- **What you have to do**: Lines with "none" in them are to be located in the listing below and copied.

[[ Exercise input open ]]

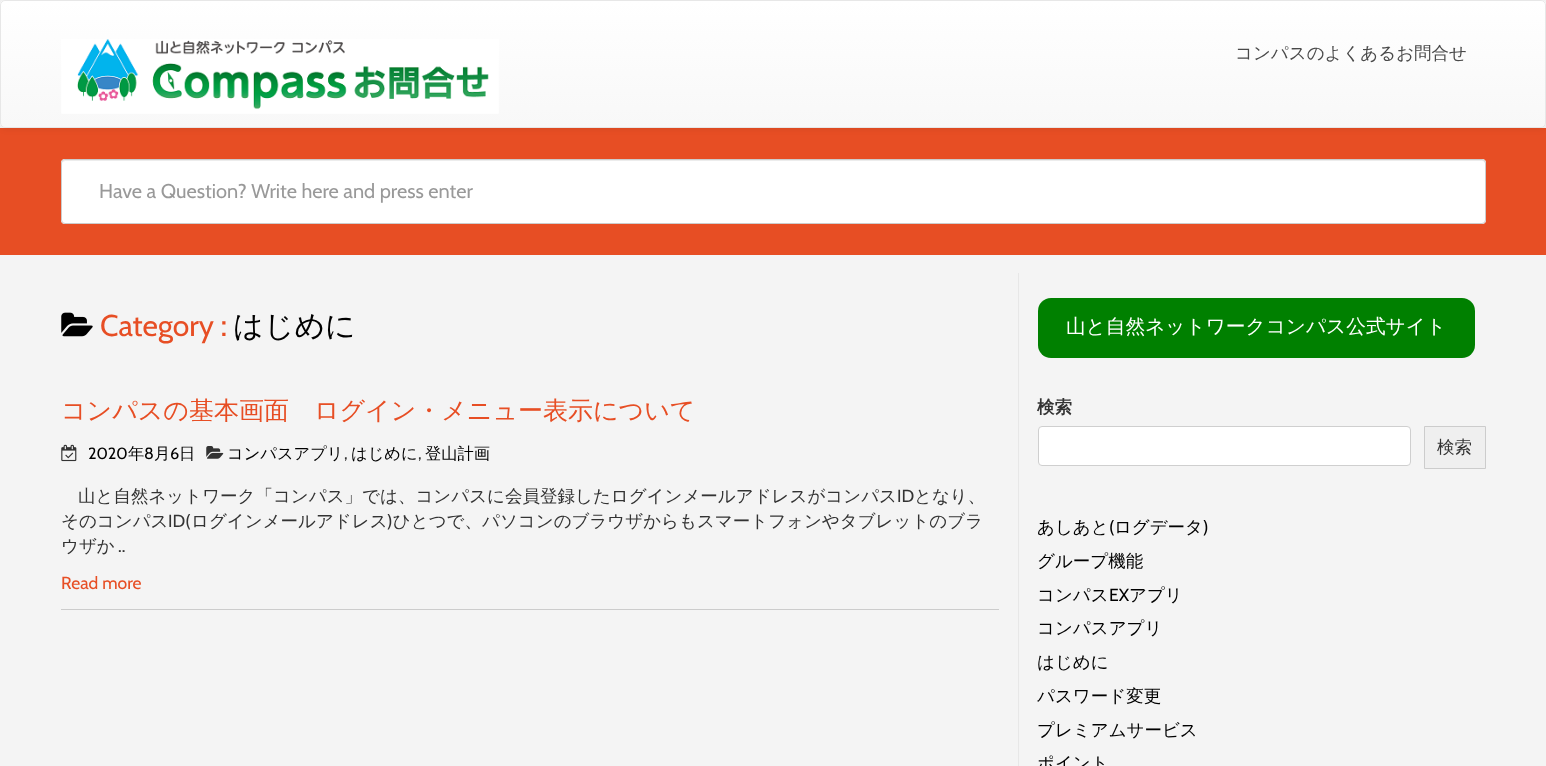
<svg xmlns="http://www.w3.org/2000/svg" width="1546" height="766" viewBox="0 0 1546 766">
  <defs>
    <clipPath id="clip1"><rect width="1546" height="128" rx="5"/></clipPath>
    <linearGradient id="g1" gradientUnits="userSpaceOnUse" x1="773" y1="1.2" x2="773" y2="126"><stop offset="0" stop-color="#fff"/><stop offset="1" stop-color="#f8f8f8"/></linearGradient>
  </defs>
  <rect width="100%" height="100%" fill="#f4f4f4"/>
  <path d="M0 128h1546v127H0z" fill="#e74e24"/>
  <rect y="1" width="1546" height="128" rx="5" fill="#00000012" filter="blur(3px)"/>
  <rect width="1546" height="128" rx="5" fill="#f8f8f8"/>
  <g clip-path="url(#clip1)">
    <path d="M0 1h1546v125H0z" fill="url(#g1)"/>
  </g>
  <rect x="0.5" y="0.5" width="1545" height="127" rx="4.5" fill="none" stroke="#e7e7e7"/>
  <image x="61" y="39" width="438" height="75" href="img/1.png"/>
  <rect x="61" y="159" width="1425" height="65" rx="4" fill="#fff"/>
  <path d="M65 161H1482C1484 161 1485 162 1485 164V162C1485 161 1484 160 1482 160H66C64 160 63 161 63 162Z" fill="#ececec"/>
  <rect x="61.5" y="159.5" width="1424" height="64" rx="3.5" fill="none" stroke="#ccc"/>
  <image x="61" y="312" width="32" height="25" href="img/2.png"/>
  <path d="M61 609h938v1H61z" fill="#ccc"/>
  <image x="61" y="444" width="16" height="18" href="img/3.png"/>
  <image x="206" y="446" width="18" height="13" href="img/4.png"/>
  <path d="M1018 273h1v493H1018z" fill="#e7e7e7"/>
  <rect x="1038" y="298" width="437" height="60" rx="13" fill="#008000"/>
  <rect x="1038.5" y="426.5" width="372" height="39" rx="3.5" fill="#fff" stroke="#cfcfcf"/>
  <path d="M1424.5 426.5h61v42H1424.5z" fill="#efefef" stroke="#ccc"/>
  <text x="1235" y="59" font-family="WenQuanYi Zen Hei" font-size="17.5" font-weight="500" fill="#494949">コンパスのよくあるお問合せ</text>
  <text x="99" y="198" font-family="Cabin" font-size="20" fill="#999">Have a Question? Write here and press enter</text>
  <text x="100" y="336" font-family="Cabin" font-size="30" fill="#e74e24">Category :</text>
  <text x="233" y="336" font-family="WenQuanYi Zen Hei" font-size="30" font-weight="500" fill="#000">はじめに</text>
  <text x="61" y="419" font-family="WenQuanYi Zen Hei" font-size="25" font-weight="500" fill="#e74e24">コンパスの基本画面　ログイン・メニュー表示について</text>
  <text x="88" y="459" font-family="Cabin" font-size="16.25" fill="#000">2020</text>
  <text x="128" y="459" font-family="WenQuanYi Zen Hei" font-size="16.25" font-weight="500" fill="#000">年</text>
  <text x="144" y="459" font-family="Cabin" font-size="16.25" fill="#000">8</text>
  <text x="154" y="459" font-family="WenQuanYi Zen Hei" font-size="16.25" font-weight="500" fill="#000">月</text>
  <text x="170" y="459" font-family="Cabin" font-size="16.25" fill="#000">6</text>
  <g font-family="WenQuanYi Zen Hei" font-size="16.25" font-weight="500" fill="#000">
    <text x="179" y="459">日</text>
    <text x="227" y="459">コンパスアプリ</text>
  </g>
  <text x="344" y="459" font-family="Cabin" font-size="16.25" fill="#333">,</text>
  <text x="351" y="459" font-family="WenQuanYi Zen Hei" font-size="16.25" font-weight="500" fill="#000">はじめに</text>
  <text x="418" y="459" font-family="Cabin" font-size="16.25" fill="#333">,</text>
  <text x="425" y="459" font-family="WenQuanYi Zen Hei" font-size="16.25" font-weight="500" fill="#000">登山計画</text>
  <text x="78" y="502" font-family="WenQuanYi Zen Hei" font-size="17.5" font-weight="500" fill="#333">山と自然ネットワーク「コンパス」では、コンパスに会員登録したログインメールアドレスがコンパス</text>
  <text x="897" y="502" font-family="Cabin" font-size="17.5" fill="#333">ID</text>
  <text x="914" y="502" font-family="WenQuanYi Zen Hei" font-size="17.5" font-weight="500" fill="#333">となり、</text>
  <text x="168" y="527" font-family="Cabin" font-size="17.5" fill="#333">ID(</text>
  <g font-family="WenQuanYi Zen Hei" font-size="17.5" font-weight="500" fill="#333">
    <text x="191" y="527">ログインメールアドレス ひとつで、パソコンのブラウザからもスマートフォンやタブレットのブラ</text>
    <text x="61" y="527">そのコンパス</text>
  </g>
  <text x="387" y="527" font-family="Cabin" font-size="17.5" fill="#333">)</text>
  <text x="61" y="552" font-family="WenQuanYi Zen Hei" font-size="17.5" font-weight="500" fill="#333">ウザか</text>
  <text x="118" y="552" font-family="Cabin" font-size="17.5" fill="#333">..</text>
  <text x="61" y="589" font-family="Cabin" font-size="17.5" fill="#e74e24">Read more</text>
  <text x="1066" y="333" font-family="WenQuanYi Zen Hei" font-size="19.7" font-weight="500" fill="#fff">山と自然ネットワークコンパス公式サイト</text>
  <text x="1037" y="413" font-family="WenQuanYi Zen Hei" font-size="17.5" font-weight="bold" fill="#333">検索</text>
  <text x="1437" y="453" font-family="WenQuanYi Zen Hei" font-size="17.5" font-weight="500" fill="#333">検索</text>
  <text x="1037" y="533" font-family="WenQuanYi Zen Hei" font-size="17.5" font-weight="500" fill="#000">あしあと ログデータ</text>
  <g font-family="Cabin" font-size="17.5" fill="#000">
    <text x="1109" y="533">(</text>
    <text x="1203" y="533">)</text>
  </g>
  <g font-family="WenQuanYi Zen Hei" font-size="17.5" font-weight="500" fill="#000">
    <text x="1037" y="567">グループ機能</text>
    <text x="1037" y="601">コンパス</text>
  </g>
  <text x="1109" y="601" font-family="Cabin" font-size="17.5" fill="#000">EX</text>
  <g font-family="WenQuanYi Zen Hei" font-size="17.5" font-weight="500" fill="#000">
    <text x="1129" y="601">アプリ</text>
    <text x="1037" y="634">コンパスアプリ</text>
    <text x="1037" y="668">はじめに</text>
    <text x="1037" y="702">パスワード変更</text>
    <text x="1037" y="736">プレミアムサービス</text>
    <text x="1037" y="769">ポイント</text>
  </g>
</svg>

[[ Exercise input closed ]]

- **Written reply**:
  <rect x="0.5" y="0.5" width="1545" height="127" rx="4.5" fill="none" stroke="#e7e7e7"/>
  <rect x="61.5" y="159.5" width="1424" height="64" rx="3.5" fill="none" stroke="#ccc"/>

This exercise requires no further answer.